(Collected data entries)
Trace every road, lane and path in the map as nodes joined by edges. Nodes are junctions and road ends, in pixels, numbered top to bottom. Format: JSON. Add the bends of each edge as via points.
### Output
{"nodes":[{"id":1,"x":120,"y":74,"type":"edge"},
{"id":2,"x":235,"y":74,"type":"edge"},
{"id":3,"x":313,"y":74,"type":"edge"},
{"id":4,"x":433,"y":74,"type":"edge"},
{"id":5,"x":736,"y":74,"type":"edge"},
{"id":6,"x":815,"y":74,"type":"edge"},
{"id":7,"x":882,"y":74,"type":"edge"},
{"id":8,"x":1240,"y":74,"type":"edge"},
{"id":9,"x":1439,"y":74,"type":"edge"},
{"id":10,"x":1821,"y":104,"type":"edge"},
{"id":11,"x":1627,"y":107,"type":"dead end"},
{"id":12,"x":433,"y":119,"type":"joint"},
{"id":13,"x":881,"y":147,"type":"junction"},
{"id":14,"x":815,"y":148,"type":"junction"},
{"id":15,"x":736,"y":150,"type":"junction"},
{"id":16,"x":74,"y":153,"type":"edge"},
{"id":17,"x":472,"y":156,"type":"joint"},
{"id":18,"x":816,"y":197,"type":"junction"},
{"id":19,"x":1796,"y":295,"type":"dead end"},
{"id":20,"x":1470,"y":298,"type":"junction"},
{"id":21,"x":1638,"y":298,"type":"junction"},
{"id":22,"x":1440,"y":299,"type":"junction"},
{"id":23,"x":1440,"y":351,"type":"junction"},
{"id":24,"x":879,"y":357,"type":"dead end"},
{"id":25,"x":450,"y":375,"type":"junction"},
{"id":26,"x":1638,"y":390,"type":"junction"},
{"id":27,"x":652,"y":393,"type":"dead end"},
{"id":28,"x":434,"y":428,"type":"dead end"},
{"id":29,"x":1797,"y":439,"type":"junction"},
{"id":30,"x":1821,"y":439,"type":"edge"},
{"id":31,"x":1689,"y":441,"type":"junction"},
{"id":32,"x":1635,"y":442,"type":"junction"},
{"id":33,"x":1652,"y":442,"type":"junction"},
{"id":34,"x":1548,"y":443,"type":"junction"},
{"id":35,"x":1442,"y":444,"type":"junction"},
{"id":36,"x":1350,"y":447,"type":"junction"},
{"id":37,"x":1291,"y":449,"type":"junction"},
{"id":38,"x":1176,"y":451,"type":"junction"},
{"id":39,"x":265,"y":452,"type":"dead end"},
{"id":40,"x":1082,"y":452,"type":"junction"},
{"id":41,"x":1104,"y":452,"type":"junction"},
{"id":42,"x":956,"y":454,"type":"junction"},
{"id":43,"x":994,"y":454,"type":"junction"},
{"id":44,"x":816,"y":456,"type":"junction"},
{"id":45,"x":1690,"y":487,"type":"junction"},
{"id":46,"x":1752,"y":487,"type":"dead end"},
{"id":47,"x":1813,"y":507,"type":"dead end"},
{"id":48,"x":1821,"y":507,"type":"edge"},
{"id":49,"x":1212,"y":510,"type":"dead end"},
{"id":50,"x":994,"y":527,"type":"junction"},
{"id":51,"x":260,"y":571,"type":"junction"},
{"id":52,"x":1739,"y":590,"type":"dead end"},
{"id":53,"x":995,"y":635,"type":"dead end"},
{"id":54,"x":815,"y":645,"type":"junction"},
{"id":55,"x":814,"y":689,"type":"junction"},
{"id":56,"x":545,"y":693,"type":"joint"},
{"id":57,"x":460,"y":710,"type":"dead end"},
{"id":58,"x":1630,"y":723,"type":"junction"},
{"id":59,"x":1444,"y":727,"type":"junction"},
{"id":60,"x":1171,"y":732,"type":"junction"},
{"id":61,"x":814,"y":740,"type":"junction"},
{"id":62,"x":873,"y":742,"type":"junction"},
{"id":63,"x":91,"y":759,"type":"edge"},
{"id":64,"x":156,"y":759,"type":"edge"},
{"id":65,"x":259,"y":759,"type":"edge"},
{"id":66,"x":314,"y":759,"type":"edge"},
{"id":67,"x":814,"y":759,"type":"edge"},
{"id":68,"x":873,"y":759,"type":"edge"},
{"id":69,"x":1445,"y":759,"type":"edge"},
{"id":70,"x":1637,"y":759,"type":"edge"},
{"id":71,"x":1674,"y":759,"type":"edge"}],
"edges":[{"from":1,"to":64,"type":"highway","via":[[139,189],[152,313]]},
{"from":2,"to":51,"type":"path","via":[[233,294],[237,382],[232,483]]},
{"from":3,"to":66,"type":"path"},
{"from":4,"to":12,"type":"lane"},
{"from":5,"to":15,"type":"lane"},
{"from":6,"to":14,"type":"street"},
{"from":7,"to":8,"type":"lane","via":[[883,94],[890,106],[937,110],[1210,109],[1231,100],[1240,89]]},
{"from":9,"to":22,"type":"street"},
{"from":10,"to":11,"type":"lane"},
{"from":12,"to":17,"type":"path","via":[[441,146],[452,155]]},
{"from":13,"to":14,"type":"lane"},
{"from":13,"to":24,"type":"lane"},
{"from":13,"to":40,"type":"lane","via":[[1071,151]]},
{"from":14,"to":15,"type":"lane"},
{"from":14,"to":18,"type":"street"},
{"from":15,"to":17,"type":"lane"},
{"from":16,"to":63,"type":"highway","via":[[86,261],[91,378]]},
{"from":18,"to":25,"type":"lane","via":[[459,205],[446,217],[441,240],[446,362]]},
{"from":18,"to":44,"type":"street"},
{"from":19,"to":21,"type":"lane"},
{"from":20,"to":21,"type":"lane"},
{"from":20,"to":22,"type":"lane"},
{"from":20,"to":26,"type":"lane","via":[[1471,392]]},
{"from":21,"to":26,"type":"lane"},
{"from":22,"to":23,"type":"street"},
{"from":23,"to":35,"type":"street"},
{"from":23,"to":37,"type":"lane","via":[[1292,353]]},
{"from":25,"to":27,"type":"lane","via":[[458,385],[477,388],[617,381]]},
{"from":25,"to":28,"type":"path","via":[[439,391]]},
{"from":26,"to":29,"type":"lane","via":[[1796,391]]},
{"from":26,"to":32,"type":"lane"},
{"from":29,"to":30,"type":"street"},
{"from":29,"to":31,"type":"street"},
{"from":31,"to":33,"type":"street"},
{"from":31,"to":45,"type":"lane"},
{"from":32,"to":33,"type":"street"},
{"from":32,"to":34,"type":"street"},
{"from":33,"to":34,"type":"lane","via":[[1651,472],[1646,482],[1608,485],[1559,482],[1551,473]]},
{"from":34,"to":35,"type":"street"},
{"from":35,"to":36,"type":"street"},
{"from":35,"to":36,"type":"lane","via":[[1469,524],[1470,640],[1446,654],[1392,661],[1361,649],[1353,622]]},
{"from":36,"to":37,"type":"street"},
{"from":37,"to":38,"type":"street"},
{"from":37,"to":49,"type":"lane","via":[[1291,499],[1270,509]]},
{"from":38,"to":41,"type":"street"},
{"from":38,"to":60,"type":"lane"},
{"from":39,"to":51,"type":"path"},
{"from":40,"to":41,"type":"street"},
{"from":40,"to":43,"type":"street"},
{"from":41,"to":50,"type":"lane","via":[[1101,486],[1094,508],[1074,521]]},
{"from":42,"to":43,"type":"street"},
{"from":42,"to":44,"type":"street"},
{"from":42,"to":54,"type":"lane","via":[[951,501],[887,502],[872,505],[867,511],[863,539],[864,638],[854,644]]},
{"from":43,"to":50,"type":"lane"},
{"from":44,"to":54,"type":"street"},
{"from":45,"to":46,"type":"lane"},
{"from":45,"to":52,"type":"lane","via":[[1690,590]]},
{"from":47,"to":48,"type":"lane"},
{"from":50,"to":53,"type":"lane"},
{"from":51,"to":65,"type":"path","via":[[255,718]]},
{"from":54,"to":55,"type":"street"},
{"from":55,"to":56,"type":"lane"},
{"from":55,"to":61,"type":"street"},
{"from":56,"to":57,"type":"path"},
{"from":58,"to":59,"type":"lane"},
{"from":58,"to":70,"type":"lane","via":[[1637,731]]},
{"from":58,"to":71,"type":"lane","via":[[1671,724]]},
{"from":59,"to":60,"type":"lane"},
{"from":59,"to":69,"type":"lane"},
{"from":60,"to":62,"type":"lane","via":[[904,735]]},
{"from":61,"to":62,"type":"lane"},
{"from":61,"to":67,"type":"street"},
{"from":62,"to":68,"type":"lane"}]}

▶ Exercise objective: Every line above that holds the word "joint" is to be found and copied.

▶ Written reply:
{"id":12,"x":433,"y":119,"type":"joint"},
{"id":17,"x":472,"y":156,"type":"joint"},
{"id":56,"x":545,"y":693,"type":"joint"},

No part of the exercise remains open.